O momento que para mim foi mais forte que ver o bebê pelo ultrassom foi escutar o coração dele pela primeira vez. Quem ouviu a gravação que eu fiz falou em trem, bateria de escola de samba, um monte de comparações. Mas é porque eles nunca escutaram o coração de um beija flor. Eu já. E reconheceria aquele som em qualquer lugar. É tal e qual. Forte, rápido, como se fosse para contrabalançar a fragilidade do corpo. Pareço escutar aquele som quando me distraio, é uma música que decorei das três vezes que o ouvi.
Estar grávida não é bom ou ruim. Simplesmente é. Eu não sou uma outra pessoa. Mas percebo coisas que não enxergava antes. E você não sente as coisas por igual. Tem momentos em que essa constatação, de que está grávida, quase te afoga (no sentido bom de afoga). Em outras, é uma realidade simples, como “o sol nasce no leste”, e não dá para entender porque gera tanto barulho entre as pessoas.
Mas tem momentos.

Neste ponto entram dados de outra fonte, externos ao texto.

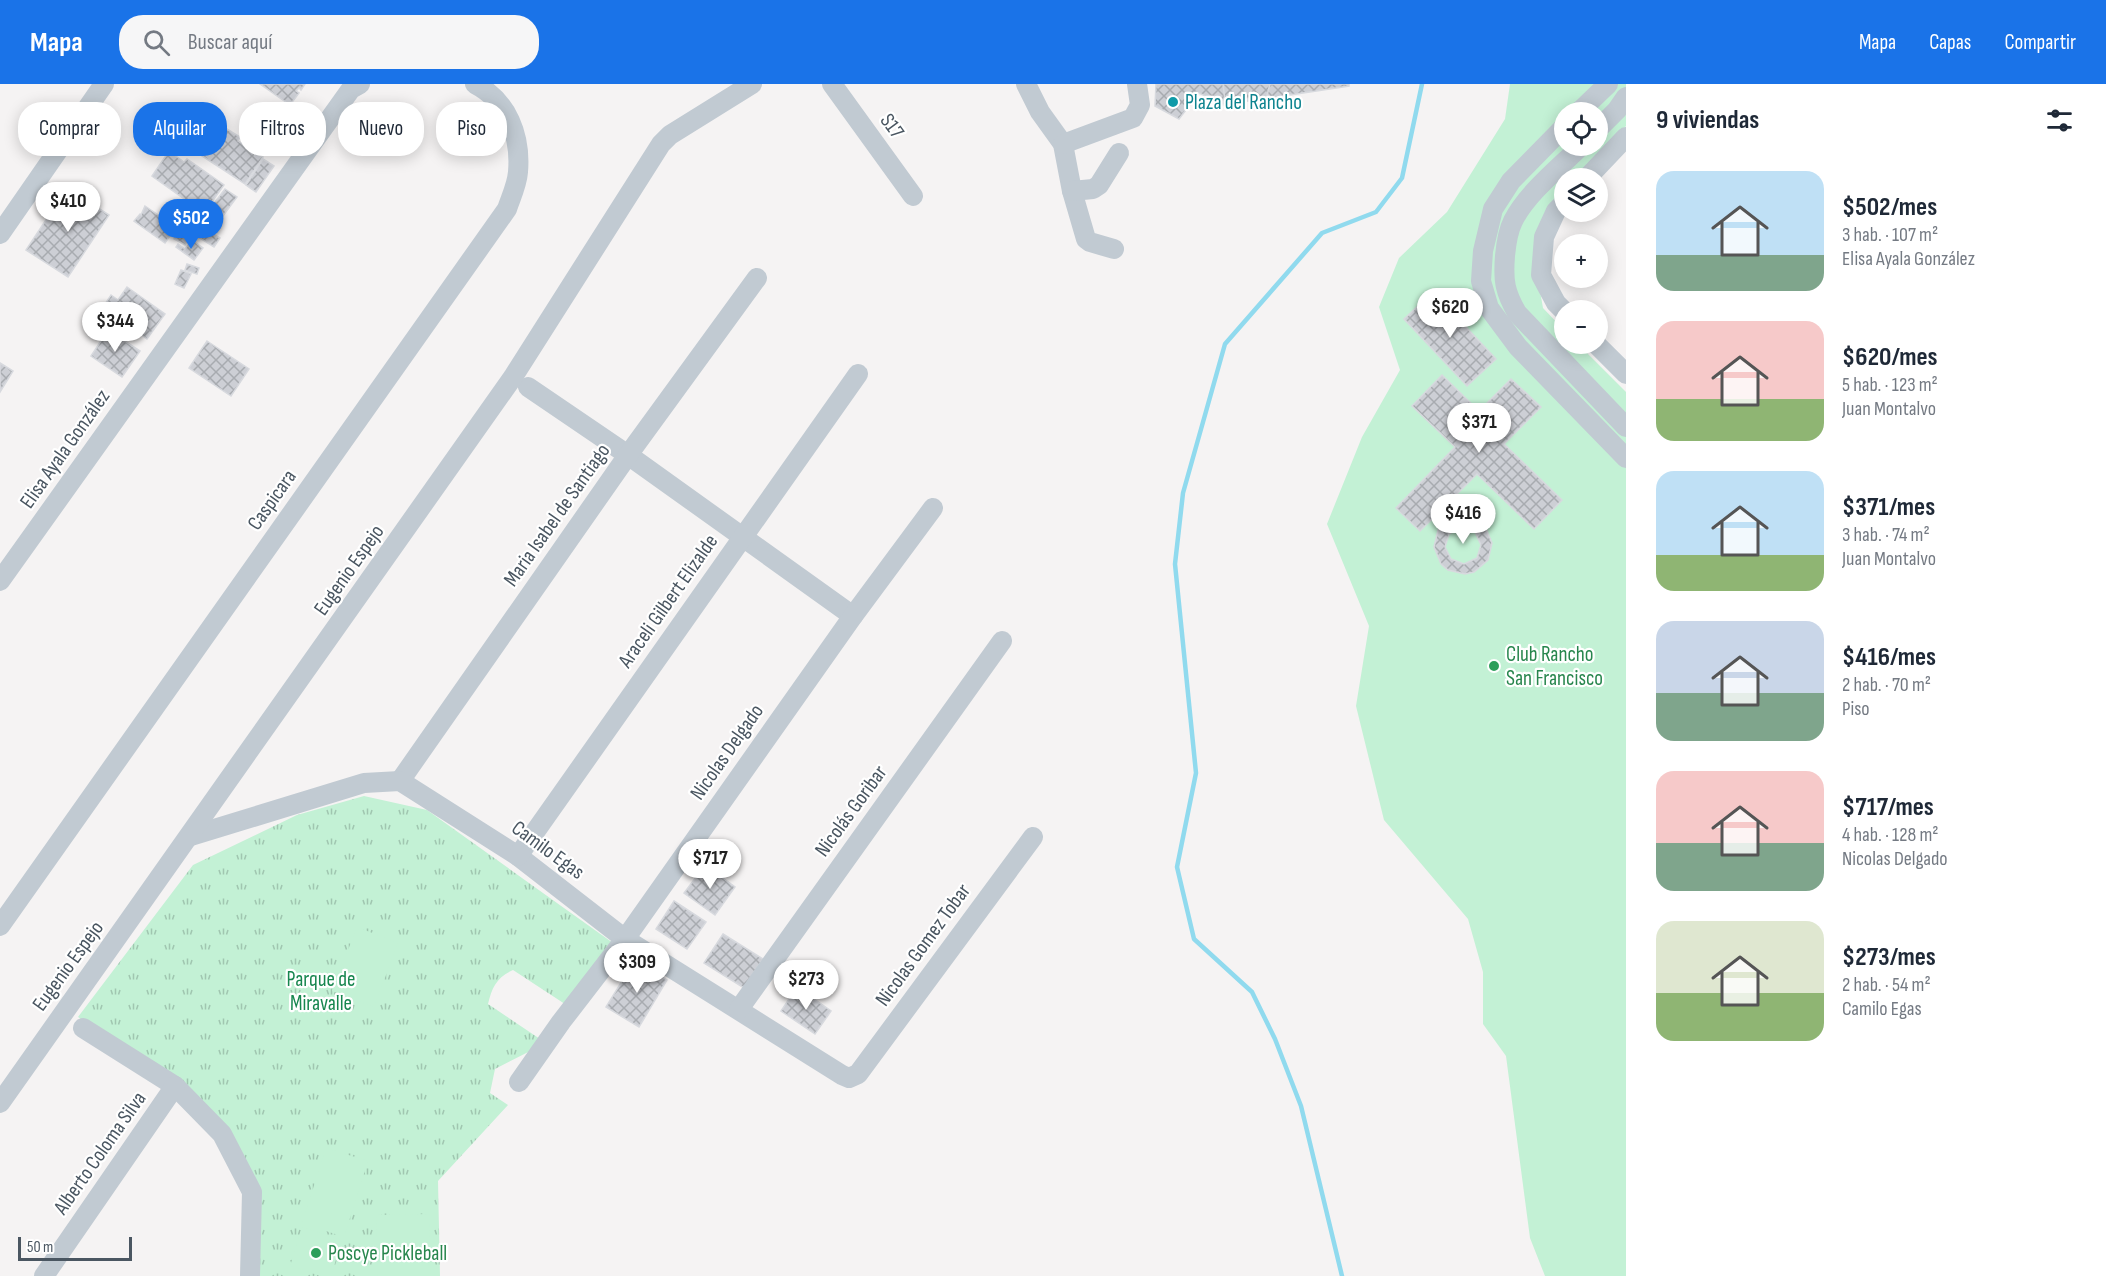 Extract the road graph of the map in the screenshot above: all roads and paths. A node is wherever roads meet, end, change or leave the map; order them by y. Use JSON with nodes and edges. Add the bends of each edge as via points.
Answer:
{"nodes":[{"id":1,"x":104,"y":84,"type":"edge"},
{"id":2,"x":360,"y":84,"type":"edge"},
{"id":3,"x":752,"y":84,"type":"edge"},
{"id":4,"x":832,"y":84,"type":"edge"},
{"id":5,"x":1026,"y":84,"type":"edge"},
{"id":6,"x":1137,"y":84,"type":"edge"},
{"id":7,"x":1608,"y":84,"type":"edge"},
{"id":8,"x":480,"y":86,"type":"edge"},
{"id":9,"x":1626,"y":97,"type":"edge"},
{"id":10,"x":1589,"y":102,"type":"edge"},
{"id":11,"x":1608,"y":119,"type":"edge"},
{"id":12,"x":1626,"y":137,"type":"edge"},
{"id":13,"x":1554,"y":138,"type":"edge"},
{"id":14,"x":1063,"y":144,"type":"junction"},
{"id":15,"x":1119,"y":153,"type":"dead end"},
{"id":16,"x":1571,"y":156,"type":"edge"},
{"id":17,"x":1597,"y":168,"type":"edge"},
{"id":18,"x":1072,"y":191,"type":"junction"},
{"id":19,"x":913,"y":196,"type":"dead end"},
{"id":20,"x":1493,"y":209,"type":"junction"},
{"id":21,"x":1554,"y":215,"type":"edge"},
{"id":22,"x":1513,"y":222,"type":"junction"},
{"id":23,"x":0,"y":234,"type":"edge"},
{"id":24,"x":1114,"y":249,"type":"dead end"},
{"id":25,"x":757,"y":278,"type":"dead end"},
{"id":26,"x":1554,"y":300,"type":"edge"},
{"id":27,"x":1606,"y":354,"type":"edge"},
{"id":28,"x":858,"y":374,"type":"dead end"},
{"id":29,"x":1626,"y":374,"type":"edge"},
{"id":30,"x":528,"y":387,"type":"dead end"},
{"id":31,"x":1626,"y":427,"type":"edge"},
{"id":32,"x":628,"y":455,"type":"junction"},
{"id":33,"x":1626,"y":458,"type":"edge"},
{"id":34,"x":933,"y":508,"type":"dead end"},
{"id":35,"x":741,"y":537,"type":"junction"},
{"id":36,"x":0,"y":581,"type":"edge"},
{"id":37,"x":853,"y":616,"type":"junction"},
{"id":38,"x":1002,"y":641,"type":"dead end"},
{"id":39,"x":400,"y":781,"type":"junction"},
{"id":40,"x":191,"y":836,"type":"junction"},
{"id":41,"x":1033,"y":837,"type":"dead end"},
{"id":42,"x":518,"y":856,"type":"junction"},
{"id":43,"x":0,"y":926,"type":"edge"},
{"id":44,"x":626,"y":939,"type":"junction"},
{"id":45,"x":739,"y":1009,"type":"junction"},
{"id":46,"x":83,"y":1028,"type":"dead end"},
{"id":47,"x":849,"y":1078,"type":"joint"},
{"id":48,"x":519,"y":1082,"type":"dead end"},
{"id":49,"x":175,"y":1086,"type":"junction"},
{"id":50,"x":0,"y":1103,"type":"edge"},
{"id":51,"x":44,"y":1276,"type":"edge"},
{"id":52,"x":250,"y":1276,"type":"edge"}],
"edges":[{"from":1,"to":23,"type":"street"},
{"from":2,"to":36,"type":"street","name":"Elisa Ayala González","via":[[351,89]]},
{"from":3,"to":40,"type":"street","name":"Eugenio Espejo","via":[[661,144],[513,378]]},
{"from":4,"to":19,"type":"street","name":"S17"},
{"from":5,"to":14,"type":"street"},
{"from":6,"to":14,"type":"street","via":[[1140,105],[1133,118]]},
{"from":7,"to":10,"type":"street"},
{"from":8,"to":43,"type":"street","name":"Caspicara","via":[[508,114],[518,141],[518,174],[507,209]]},
{"from":9,"to":11,"type":"street"},
{"from":12,"to":17,"type":"street"},
{"from":13,"to":20,"type":"street","via":[[1511,182]]},
{"from":14,"to":18,"type":"street"},
{"from":15,"to":18,"type":"street","via":[[1099,185]]},
{"from":16,"to":22,"type":"street","via":[[1527,201]]},
{"from":18,"to":24,"type":"street","via":[[1086,239]]},
{"from":20,"to":22,"type":"street"},
{"from":20,"to":33,"type":"street","via":[[1482,261],[1489,308],[1518,347]]},
{"from":21,"to":26,"type":"street","via":[[1544,237],[1541,275]]},
{"from":22,"to":31,"type":"street","via":[[1503,274],[1507,296],[1517,313]]},
{"from":25,"to":32,"type":"street","name":"Maria Isabel de Santiago"},
{"from":27,"to":29,"type":"street"},
{"from":28,"to":35,"type":"street","name":"Araceli Gilbert Elizalde"},
{"from":30,"to":32,"type":"street"},
{"from":32,"to":35,"type":"street"},
{"from":32,"to":39,"type":"street","name":"Maria Isabel de Santiago"},
{"from":34,"to":37,"type":"street","name":"Nicolas Delgado"},
{"from":35,"to":37,"type":"street"},
{"from":35,"to":42,"type":"street","name":"Araceli Gilbert Elizalde"},
{"from":37,"to":44,"type":"street","name":"Nicolas Delgado"},
{"from":38,"to":45,"type":"street","name":"Nicolás Goribar"},
{"from":39,"to":40,"type":"street","via":[[364,783]]},
{"from":39,"to":42,"type":"street","name":"Camilo Egas"},
{"from":40,"to":50,"type":"street","name":"Eugenio Espejo"},
{"from":41,"to":47,"type":"street","name":"Nicolas Gomez Tobar","via":[[858,1074]]},
{"from":42,"to":44,"type":"street","name":"Camilo Egas"},
{"from":44,"to":45,"type":"street","name":"Camilo Egas"},
{"from":44,"to":48,"type":"street","name":"Nicolas Delgado"},
{"from":45,"to":47,"type":"street","name":"Camilo Egas"},
{"from":46,"to":49,"type":"street"},
{"from":49,"to":51,"type":"street","name":"Alberto Coloma Silva"},
{"from":49,"to":52,"type":"street","via":[[222,1134],[252,1192]]}]}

Como a primeira vez que senti o bebê se mexer. Eu me sentia péssima. Era um dia realmente ruim. Foi o dia em que escrevi o post que o Marte usou como desculpa para brigar comigo e me chamar de louca e tantas outras delicadezas. Estava miseravelmente deprimida, como fazia tempo eu não ficava. Me sentia distante dos meus amigos, como se eles não me quisessem por perto e estivessem arranjando desculpas para isso. O tempo estava horrível, e com o passar das horas, eu não me sentia mais triste, eu simplesmente não sentia nada. Foi nessa que ele se mexeu. Como se quisesse me lembrar que estava ali, que eu não estava sozinha, que eu tinha uma família. Como se pela primeira vez tivesse decidido me procurar, não esperar pelo meu contato, porque eu precisava dele. E isso foi consolador e bom. Se o telefone não tivesse quebrado, eu teria tirado o post depressivo do Um Canto, mas ele só voltou a funcionar mais de uma semana depois.